Júnior Lacayo

Personal information
- Full name: Júnior Alberto Lacayo Rochez
- Date of birth: 19 August 1995 (age 30)
- Place of birth: La Ceiba, Honduras
- Height: 1.63 m (5 ft 4 in)
- Position: Striker

Team information
- Current team: Marathón
- Number: 18

Senior career*
- Years: Team / Apps / (Gls)
- 2012–2013: Victoria / 22 / (9)
- 2013–2017: Santos Laguna II / 0 / (0)
- 2015–2016: → Victoria (loan) / 15 / (1)
- 2016–2017: → Tampico Madero (loan) / 9 / (0)
- 2017–2018: Marathón / 37 / (10)
- 2018–2020: Olimpia / 45 / (6)
- 2021–2022: Comunicaciones / 41 / (8)
- 2022: Real España / 32 / (7)
- 2023–: Marathón / 17 / (0)

International career^{‡}
- 2022–: Honduras / 3 / (0)

= Júnior Lacayo =

Honduran footballer (born 1995)

Junior Alberto Lacayo Rochez (born 19 August 1995) is a Honduran professional footballer who plays as a striker for Marathón and the Honduras national team

==Club career==

===Club Deportivo Victoria===

At the age of 16, Lacayo made his professional debut on 29 July 2012, against Motagua as a substitute for Rubén Licona.

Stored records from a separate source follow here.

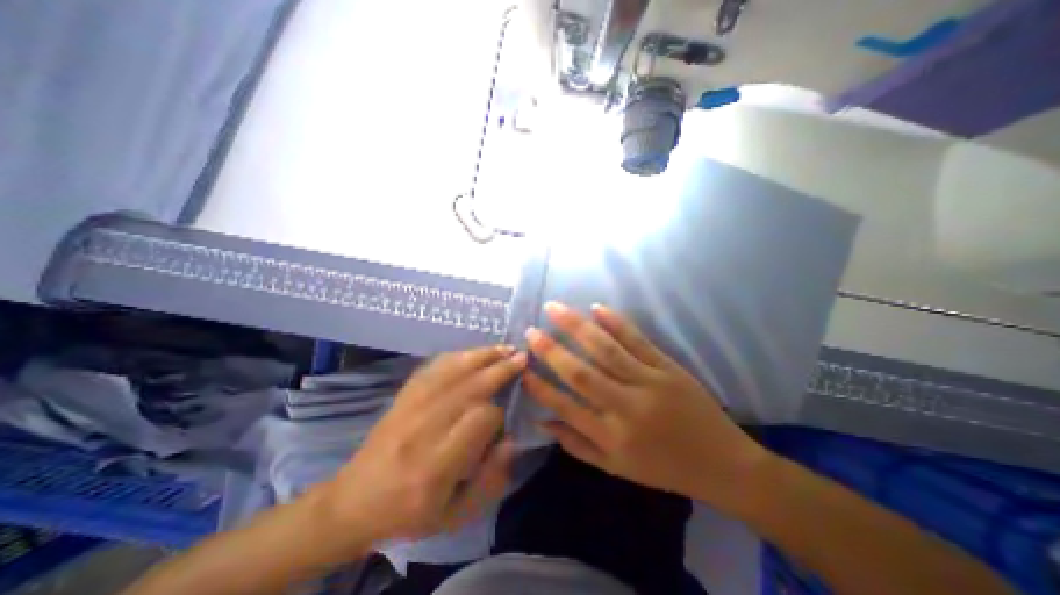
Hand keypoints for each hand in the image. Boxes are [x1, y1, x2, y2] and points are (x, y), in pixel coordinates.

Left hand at [321, 347, 522, 544]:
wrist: (353, 501)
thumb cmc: (410, 513)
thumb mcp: (455, 515)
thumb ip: (490, 480)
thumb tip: (511, 439)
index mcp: (437, 464)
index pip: (479, 419)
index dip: (500, 411)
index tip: (507, 412)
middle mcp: (424, 428)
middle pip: (469, 387)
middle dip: (499, 369)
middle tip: (522, 357)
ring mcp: (410, 406)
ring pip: (452, 370)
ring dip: (482, 355)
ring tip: (504, 348)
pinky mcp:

He was regarded by some people as heir to legendary Honduran striker Milton Tyson Núñez. In May 2013 Lacayo started a trial period with English Premier League side, West Ham United. In total, Lacayo scored nine goals in 23 appearances for Victoria.

==International career==
At the age of 17, Lacayo was called up by Luis Fernando Suárez to play against Panama and Canada in the FIFA World Cup qualifiers but did not play either games.

In 2013, Lacayo was called up again to play in the 2013 Copa Centroamericana and in the Central American Games but did not play either tournaments.

Lacayo was one of 20 players Honduras called up for the 2015 CONCACAF U-20 Championship.